[Material supplied]
------------------------------------------------------------

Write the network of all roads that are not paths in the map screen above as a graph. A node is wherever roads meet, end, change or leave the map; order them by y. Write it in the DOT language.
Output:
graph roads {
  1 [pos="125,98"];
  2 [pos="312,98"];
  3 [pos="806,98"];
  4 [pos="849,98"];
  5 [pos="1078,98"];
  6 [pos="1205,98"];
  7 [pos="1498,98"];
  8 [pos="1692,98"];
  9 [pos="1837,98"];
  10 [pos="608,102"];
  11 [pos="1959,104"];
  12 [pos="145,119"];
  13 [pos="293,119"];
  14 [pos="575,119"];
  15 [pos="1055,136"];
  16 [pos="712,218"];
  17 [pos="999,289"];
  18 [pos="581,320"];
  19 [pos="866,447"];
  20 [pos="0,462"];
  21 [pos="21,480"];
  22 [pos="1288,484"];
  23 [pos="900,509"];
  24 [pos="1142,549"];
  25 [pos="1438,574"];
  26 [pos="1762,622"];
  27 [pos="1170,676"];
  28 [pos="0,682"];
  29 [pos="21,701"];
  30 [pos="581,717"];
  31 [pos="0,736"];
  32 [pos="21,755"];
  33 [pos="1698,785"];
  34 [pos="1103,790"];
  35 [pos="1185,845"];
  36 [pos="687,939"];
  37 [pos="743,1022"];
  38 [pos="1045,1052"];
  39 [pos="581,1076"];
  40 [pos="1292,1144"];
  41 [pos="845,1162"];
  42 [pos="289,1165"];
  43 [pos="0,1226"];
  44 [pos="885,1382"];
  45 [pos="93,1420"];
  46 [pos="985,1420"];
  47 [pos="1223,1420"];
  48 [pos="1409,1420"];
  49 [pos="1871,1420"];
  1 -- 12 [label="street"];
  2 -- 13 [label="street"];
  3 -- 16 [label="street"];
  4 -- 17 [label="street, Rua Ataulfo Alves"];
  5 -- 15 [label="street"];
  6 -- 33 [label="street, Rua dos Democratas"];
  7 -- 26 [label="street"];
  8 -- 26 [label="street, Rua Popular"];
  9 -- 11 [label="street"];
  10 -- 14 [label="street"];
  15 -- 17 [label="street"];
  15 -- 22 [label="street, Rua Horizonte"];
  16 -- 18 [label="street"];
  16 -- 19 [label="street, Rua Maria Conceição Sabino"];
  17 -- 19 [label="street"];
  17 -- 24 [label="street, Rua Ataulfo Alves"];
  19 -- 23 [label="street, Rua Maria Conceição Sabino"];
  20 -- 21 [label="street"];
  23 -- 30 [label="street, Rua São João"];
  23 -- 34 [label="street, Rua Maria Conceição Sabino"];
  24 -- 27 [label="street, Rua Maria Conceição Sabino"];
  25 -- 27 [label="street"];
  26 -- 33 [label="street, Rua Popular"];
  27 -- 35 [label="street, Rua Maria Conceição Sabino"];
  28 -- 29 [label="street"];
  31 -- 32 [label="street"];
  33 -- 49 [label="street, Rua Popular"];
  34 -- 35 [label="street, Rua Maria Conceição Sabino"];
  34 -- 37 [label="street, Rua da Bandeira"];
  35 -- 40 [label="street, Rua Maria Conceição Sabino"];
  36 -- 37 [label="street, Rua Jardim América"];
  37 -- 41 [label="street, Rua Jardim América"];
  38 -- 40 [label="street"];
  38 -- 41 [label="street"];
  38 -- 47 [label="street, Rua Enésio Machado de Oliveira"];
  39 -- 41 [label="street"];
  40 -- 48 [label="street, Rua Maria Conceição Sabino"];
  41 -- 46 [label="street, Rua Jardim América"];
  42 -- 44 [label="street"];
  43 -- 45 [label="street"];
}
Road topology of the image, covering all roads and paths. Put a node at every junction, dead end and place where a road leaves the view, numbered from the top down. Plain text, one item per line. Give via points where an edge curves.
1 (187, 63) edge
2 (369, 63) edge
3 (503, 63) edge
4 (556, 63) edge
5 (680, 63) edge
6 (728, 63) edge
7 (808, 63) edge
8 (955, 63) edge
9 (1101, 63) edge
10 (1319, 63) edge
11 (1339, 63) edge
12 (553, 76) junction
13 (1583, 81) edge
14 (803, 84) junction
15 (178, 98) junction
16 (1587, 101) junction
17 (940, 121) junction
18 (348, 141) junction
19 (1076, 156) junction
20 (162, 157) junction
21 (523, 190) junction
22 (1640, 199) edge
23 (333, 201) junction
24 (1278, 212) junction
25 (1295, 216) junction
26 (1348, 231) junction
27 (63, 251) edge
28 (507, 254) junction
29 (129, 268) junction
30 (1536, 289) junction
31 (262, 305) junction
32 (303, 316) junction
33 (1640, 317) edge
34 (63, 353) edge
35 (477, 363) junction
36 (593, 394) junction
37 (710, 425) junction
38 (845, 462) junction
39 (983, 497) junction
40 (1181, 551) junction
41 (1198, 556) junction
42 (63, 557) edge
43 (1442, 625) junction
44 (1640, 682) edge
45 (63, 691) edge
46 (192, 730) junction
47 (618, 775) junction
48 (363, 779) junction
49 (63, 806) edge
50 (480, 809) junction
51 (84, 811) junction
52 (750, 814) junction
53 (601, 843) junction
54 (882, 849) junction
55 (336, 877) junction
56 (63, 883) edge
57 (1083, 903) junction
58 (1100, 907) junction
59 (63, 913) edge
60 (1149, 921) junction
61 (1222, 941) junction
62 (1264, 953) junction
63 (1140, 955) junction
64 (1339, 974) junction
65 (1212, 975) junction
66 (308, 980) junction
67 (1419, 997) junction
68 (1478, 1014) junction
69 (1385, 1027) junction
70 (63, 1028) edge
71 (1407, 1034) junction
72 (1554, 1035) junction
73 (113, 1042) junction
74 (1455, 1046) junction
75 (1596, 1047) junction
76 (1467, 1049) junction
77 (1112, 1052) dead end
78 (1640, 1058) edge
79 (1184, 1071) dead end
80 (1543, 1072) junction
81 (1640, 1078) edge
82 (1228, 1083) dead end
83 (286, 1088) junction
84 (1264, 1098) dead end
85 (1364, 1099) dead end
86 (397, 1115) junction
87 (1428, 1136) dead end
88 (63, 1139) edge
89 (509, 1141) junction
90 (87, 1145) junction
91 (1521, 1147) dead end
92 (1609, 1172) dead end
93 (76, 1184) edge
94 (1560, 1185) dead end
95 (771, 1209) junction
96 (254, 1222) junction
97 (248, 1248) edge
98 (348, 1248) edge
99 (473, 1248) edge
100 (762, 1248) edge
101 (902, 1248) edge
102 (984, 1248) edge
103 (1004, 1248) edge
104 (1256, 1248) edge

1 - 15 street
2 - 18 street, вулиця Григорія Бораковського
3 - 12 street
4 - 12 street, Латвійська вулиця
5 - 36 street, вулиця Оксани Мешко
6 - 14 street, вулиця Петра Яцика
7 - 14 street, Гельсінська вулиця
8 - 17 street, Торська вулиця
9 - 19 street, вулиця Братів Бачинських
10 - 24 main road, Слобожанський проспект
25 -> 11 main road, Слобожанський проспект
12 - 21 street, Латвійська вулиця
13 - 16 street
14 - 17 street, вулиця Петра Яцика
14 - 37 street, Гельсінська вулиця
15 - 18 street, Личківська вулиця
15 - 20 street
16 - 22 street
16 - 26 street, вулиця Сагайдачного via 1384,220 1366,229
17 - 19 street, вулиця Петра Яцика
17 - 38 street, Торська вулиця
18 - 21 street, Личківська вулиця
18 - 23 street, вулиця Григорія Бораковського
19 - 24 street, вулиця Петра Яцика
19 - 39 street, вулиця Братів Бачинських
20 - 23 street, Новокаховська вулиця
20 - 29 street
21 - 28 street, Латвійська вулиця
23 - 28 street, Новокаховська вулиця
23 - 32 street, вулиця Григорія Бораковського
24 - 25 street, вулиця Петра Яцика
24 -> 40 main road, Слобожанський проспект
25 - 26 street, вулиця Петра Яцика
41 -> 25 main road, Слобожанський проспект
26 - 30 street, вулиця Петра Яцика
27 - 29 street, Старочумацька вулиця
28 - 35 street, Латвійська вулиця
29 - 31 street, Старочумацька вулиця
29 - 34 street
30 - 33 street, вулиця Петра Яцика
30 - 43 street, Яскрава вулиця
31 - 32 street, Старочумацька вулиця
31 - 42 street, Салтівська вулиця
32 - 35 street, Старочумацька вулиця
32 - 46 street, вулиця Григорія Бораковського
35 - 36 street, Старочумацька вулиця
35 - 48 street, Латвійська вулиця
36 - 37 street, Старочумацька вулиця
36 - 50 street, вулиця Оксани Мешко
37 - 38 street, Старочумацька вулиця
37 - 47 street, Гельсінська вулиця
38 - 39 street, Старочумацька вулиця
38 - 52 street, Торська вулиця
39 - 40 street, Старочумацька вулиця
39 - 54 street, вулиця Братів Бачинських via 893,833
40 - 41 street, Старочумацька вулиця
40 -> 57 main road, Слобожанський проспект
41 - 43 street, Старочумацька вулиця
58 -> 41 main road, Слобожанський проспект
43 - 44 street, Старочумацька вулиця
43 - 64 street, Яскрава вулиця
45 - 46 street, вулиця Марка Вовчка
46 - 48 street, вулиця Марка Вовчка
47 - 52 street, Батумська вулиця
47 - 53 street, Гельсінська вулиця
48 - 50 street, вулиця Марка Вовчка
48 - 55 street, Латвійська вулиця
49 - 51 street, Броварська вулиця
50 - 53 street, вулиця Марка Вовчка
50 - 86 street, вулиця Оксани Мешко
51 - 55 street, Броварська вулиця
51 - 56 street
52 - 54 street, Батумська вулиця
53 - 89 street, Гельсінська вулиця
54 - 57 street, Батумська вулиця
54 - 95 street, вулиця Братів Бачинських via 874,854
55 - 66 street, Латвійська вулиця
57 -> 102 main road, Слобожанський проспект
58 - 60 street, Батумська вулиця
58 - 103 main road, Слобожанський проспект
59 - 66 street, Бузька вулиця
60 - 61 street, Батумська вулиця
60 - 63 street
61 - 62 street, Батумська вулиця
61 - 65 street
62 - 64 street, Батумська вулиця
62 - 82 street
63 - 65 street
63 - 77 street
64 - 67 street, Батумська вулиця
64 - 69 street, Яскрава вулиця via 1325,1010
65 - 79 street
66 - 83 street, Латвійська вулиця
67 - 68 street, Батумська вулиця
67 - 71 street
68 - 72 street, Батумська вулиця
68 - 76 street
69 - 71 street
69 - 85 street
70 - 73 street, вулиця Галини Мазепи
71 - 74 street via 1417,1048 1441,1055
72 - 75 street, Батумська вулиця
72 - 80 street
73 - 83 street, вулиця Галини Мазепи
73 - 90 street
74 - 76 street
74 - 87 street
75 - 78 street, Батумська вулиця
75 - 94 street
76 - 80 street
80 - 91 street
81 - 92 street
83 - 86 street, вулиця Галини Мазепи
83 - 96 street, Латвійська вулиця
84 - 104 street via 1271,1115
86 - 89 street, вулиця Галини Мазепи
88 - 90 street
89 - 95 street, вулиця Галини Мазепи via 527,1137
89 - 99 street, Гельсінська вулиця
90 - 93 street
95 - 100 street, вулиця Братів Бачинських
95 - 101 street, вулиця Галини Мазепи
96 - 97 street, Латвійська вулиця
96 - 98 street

------------------------------------------------------------

[Your goal] If a line above holds the string "Новокаховська", count it; give the final total as the only output.

[Answer box] 2